====== Input data ======
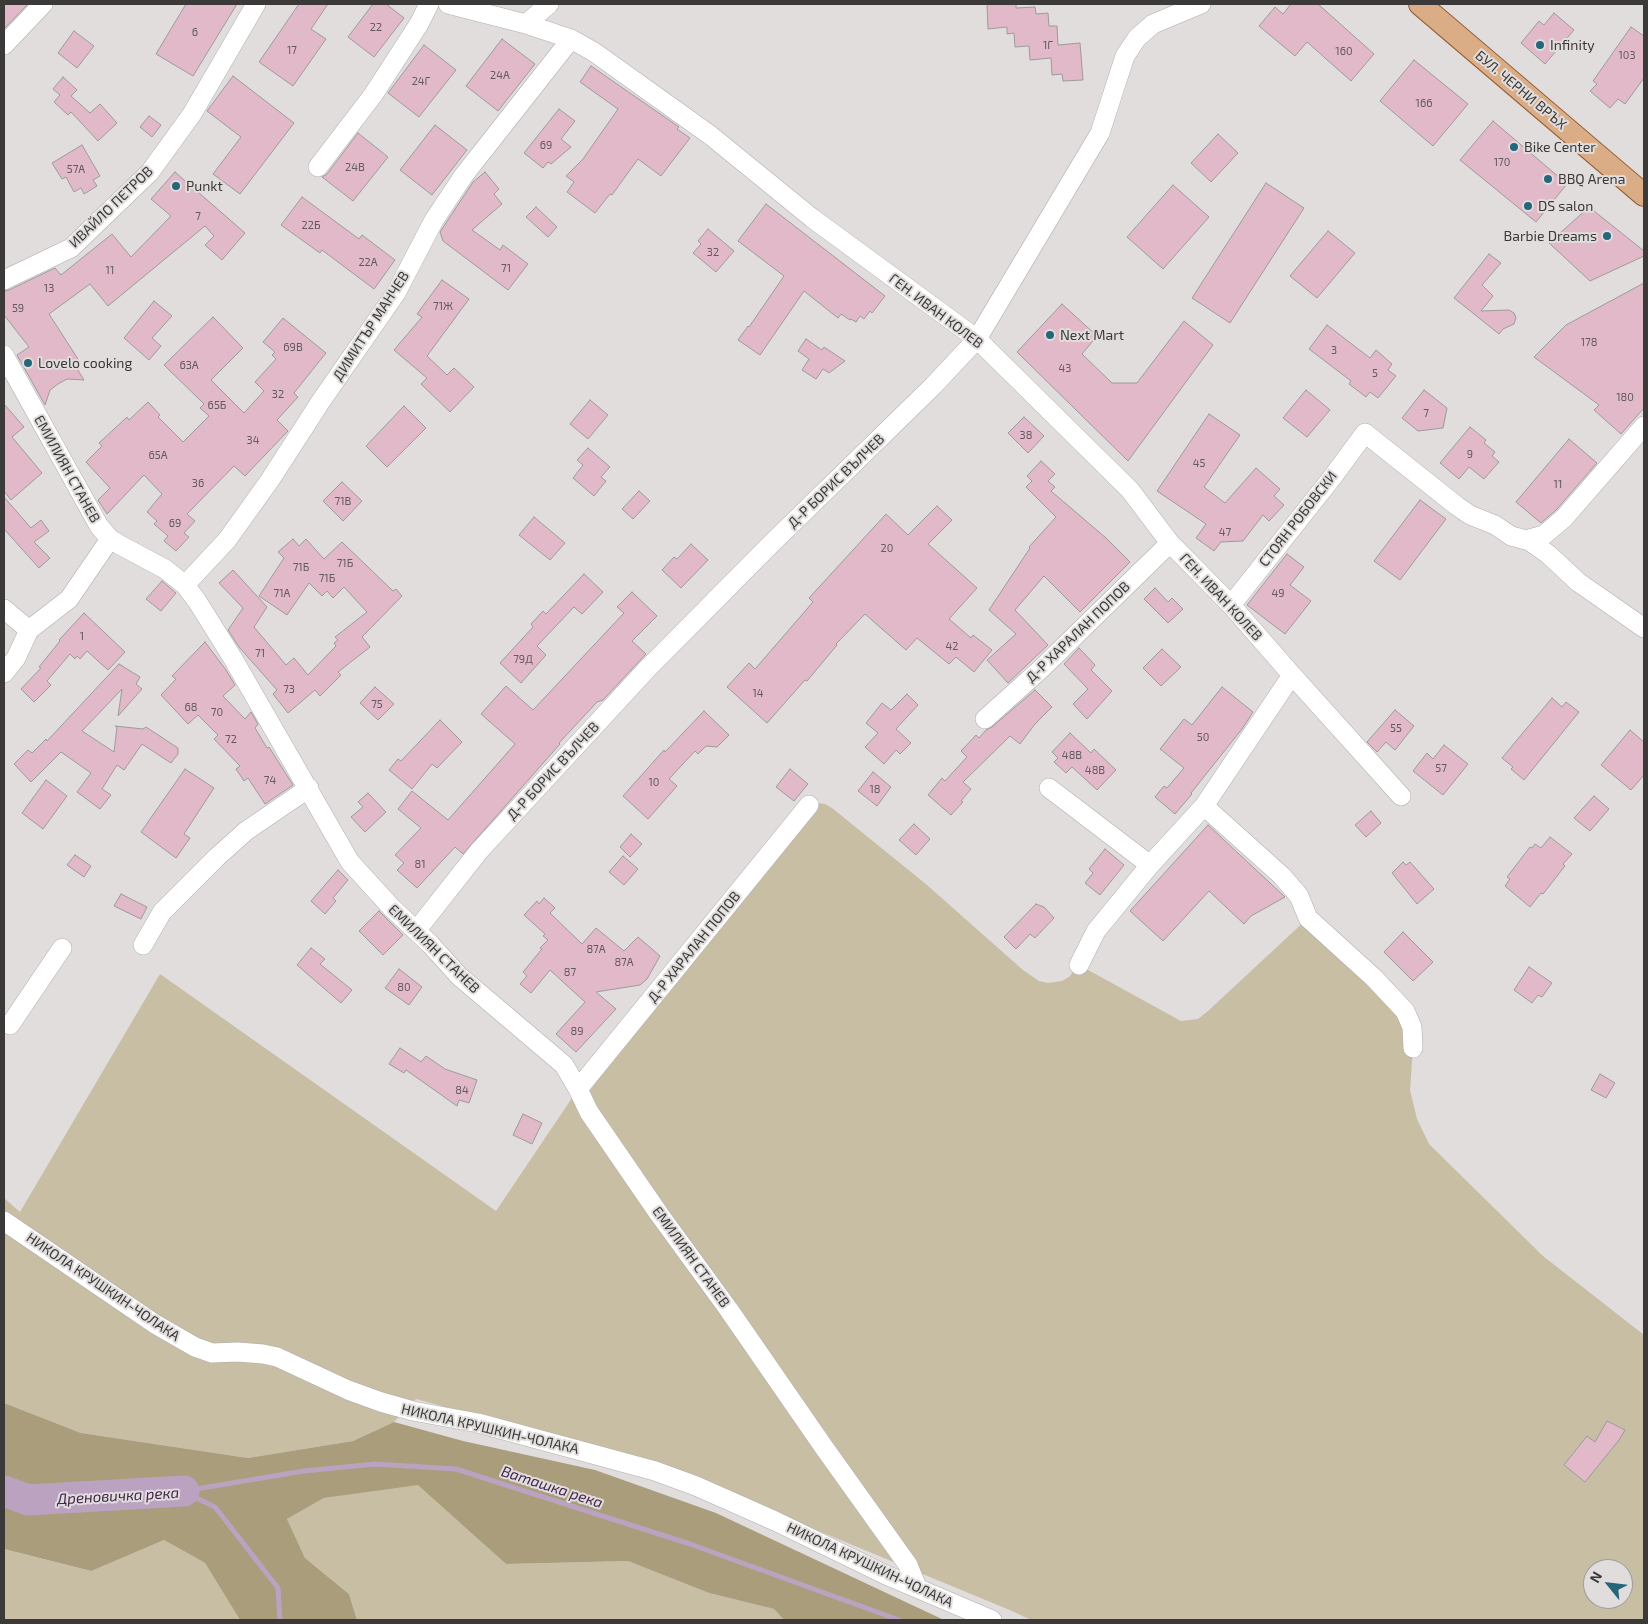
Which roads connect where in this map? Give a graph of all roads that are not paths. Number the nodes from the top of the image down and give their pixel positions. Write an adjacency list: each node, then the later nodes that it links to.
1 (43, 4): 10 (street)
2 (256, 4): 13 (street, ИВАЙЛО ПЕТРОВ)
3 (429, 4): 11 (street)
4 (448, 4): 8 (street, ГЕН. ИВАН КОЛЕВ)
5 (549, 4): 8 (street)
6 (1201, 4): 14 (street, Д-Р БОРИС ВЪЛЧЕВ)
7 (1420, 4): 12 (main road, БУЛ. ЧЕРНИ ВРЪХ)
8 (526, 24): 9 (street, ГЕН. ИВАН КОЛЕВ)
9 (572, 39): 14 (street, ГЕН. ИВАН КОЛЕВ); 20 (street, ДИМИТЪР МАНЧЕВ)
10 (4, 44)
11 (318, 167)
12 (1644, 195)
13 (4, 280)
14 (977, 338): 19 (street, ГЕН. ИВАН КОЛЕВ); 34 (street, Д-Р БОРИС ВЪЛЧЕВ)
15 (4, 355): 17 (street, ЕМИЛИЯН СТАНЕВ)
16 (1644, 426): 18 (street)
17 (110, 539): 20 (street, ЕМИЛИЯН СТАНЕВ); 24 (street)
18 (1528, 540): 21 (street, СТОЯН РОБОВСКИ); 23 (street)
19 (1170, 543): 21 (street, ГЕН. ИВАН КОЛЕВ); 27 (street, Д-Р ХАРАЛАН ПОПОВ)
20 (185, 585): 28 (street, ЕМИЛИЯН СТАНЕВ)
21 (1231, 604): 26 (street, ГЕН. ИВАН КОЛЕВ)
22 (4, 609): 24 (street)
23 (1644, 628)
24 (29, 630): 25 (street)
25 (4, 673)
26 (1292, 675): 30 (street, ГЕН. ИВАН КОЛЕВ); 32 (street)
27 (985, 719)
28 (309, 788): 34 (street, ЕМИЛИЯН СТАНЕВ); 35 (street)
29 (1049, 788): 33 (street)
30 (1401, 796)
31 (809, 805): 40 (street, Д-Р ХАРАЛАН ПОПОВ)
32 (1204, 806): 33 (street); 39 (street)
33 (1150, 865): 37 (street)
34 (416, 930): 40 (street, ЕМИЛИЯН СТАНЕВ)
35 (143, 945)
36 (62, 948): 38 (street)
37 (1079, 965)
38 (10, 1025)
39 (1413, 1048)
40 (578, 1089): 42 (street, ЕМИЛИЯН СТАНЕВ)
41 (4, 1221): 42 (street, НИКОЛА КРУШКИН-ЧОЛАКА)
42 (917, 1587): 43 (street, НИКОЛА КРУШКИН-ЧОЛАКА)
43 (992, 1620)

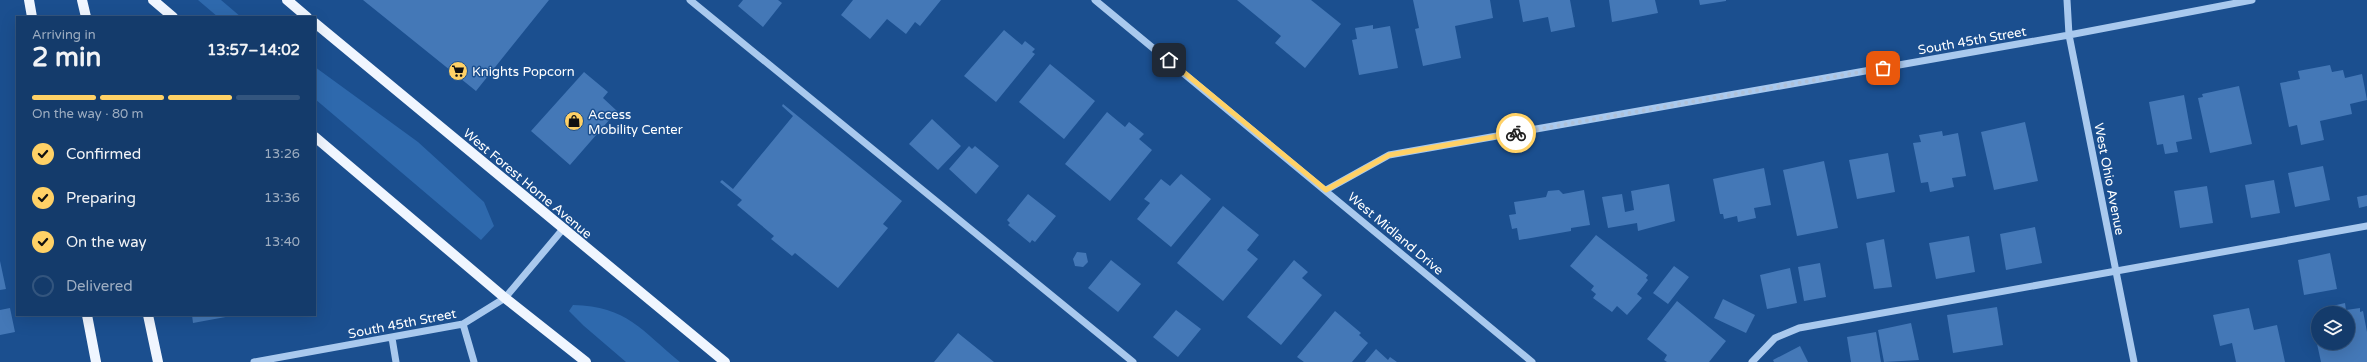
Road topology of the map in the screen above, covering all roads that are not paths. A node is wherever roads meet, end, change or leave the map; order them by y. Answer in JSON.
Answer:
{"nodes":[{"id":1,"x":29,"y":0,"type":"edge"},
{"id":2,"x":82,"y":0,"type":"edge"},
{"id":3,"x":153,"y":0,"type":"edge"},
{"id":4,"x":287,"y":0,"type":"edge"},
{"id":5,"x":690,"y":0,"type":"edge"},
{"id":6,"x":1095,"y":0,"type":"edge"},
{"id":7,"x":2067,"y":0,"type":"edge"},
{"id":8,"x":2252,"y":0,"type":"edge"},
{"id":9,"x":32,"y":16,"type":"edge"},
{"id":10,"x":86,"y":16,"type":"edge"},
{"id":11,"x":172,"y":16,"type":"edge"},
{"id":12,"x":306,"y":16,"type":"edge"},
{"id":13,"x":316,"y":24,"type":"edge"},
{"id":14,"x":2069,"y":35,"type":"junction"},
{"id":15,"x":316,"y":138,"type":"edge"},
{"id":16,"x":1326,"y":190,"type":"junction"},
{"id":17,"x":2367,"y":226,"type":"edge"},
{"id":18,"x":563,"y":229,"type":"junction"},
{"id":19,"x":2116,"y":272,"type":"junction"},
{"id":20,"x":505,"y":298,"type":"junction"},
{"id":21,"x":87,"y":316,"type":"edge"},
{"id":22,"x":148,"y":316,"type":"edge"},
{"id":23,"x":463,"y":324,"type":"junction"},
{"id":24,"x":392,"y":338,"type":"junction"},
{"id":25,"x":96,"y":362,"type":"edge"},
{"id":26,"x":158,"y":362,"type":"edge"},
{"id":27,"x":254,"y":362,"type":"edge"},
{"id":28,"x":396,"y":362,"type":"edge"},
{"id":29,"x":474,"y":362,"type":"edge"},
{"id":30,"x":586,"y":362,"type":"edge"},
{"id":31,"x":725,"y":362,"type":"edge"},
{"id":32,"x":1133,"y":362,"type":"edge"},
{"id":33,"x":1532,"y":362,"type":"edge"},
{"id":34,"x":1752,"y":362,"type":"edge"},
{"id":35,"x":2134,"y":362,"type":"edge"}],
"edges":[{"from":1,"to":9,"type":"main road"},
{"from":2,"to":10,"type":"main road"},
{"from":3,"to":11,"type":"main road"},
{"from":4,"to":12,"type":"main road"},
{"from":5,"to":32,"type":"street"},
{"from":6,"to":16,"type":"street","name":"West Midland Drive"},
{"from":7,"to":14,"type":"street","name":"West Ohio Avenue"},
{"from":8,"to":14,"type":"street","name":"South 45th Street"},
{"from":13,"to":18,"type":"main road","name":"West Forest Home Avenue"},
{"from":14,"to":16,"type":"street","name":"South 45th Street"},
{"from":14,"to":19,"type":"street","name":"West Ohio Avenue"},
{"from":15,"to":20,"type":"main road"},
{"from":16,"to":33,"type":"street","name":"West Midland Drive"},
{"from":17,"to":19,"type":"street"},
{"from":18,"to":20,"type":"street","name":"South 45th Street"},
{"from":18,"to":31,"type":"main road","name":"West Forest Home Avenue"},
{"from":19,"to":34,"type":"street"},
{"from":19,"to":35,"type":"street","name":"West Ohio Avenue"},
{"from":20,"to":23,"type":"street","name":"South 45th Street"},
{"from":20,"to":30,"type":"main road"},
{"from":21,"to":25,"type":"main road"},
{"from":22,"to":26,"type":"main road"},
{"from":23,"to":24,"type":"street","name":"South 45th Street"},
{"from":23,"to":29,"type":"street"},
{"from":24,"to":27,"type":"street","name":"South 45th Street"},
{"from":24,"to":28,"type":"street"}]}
======
### Aim of the exercise
Write the entries above out in full, exactly, with no images.

### Exercise solution
Which roads connect where in this map? Give a graph of all roads that are not paths. Number the nodes from the top of the image down and give their pixel positions. Write an adjacency list: each node, then the later nodes that it links to.
1 (43, 4): 10 (street)
2 (256, 4): 13 (street, ИВАЙЛО ПЕТРОВ)
3 (429, 4): 11 (street)
4 (448, 4): 8 (street, ГЕН. ИВАН КОЛЕВ)
5 (549, 4): 8 (street)
6 (1201, 4): 14 (street, Д-Р БОРИС ВЪЛЧЕВ)
7 (1420, 4): 12 (main road, БУЛ. ЧЕРНИ ВРЪХ)
8 (526, 24): 9 (street, ГЕН. ИВАН КОЛЕВ)
9 (572, 39): 14 (street, ГЕН. ИВАН КОЛЕВ); 20 (street, ДИМИТЪР МАНЧЕВ)
10 (4, 44)
11 (318, 167)
12 (1644, 195)
13 (4, 280)
14 (977, 338): 19 (street, ГЕН. ИВАН КОЛЕВ); 34 (street, Д-Р БОРИС ВЪЛЧЕВ)
15 (4, 355): 17 (street, ЕМИЛИЯН СТАНЕВ)
16 (1644, 426): 18 (street)
17 (110, 539): 20 (street, ЕМИЛИЯН СТАНЕВ); 24 (street)
18 (1528, 540): 21 (street, СТОЯН РОБОВСКИ); 23 (street)
19 (1170, 543): 21 (street, ГЕН. ИВАН КОЛЕВ); 27 (street, Д-Р ХАРАЛАН ПОПОВ)
20 (185, 585): 28 (street, ЕМИЛИЯН СТАНЕВ)
21 (1231, 604): 26 (street, ГЕН. ИВАН КОЛЕВ)
22 (4, 609): 24 (street)
23 (1644, 628)
24 (29, 630): 25 (street)
25 (4, 673)
26 (1292, 675): 30 (street, ГЕН. ИВАН КОЛЕВ); 32 (street)
27 (985, 719)
28 (309, 788): 34 (street, ЕМИЛИЯН СТАНЕВ); 35 (street)
29 (1049, 788): 33 (street)
30 (1401, 796)
31 (809, 805): 40 (street, Д-Р ХАРАЛАН ПОПОВ)
32 (1204, 806): 33 (street); 39 (street)
33 (1150, 865): 37 (street)
34 (416, 930): 40 (street, ЕМИЛИЯН СТАНЕВ)
35 (143, 945)
36 (62, 948): 38 (street)
37 (1079, 965)
38 (10, 1025)
39 (1413, 1048)
40 (578, 1089): 42 (street, ЕМИЛИЯН СТАНЕВ)
41 (4, 1221): 42 (street, НИКОЛА КРУШКИН-ЧОЛАКА)
42 (917, 1587): 43 (street, НИКОЛА КРУШКИН-ЧОЛАКА)
43 (992, 1620)

Road topology of the map in the screen above, covering all roads that are not paths. A node is wherever roads meet, end, change or leave the map; order them by y. Answer in JSON.
Answer:
{"nodes":[{"id":1,"x":29,"y":0,"type":"edge"},
{"id":2,"x":82,"y":0,"type":"edge"},
{"id":3,"x":153,"y":0,"type":"edge"},
{"id":4,"x":287,"y":0,"type":"edge"},
{"id":5,"x":690,"y":0,"type":"edge"},
{"id":6,"x":1095,"y":0,"type":"edge"},
{"id":7,"x":2067,"y":0,"type":"edge"},
{"id":8,"x":2252,"y":0,"type":"edge"},
{"id":9,"x":32,"y":16,"type":"edge"},
{"id":10,"x":86,"y":16,"type":"edge"},
{"id":11,"x":172,"y":16,"type":"edge"},
{"id":12,"x":306,"y":16,"type":"edge"},
{"id":13,"x":316,"y":24,"type":"edge"},
{"id":14,"x":2069,"y":35,"type":"junction"},
{"id":15,"x":316,"y":138,"type":"edge"},
{"id":16,"x":1326,"y":190,"type":"junction"},
{"id":17,"x":2367,"y":226,"type":"edge"},
{"id":18,"x":563,"y":229,"type":"junction"},
{"id":19,"x":2116,"y":272,"type":"junction"},
{"id":20,"x":505,"y":298,"type":"junction"},
{"id":21,"x":87,"y":316,"type":"edge"},
{"id":22,"x":148,"y":316,"type":"edge"},
{"id":23,"x":463,"y":324,"type":"junction"},
{"id":24,"x":392,"y":338,"type":"junction"},
{"id":25,"x":96,"y":362,"type":"edge"},
{"id":26,"x":158,"y":362,"type":"edge"},
{"id":27,"x":254,"y":362,"type":"edge"},
{"id":28,"x":396,"y":362,"type":"edge"},
{"id":29,"x":474,"y":362,"type":"edge"},
{"id":30,"x":586,"y":362,"type":"edge"},
{"id":31,"x":725,"y":362,"type":"edge"},
{"id":32,"x":1133,"y":362,"type":"edge"},
{"id":33,"x":1532,"y":362,"type":"edge"},
{"id":34,"x":1752,"y":362,"type":"edge"},
{"id":35,"x":2134,"y":362,"type":"edge"}],
"edges":[{"from":1,"to":9,"type":"main road"},
{"from":2,"to":10,"type":"main road"},
{"from":3,"to":11,"type":"main road"},
{"from":4,"to":12,"type":"main road"},
{"from":5,"to":32,"type":"street"},
{"from":6,"to":16,"type":"street","name":"West Midland Drive"},
{"from":7,"to":14,"type":"street","name":"West Ohio Avenue"},
{"from":8,"to":14,"type":"street","name":"South 45th Street"},
{"from":13,"to":18,"type":"main road","name":"West Forest Home Avenue"},
{"from":14,"to":16,"type":"street","name":"South 45th Street"},
{"from":14,"to":19,"type":"street","name":"West Ohio Avenue"},
{"from":15,"to":20,"type":"main road"},
{"from":16,"to":33,"type":"street","name":"West Midland Drive"},
{"from":17,"to":19,"type":"street"},
{"from":18,"to":20,"type":"street","name":"South 45th Street"},
{"from":18,"to":31,"type":"main road","name":"West Forest Home Avenue"},
{"from":19,"to":34,"type":"street"},
{"from":19,"to":35,"type":"street","name":"West Ohio Avenue"},
{"from":20,"to":23,"type":"street","name":"South 45th Street"},
{"from":20,"to":30,"type":"main road"},
{"from":21,"to":25,"type":"main road"},
{"from":22,"to":26,"type":"main road"},
{"from":23,"to":24,"type":"street","name":"South 45th Street"},
{"from":23,"to":29,"type":"street"},
{"from":24,"to":27,"type":"street","name":"South 45th Street"},
{"from":24,"to":28,"type":"street"}]}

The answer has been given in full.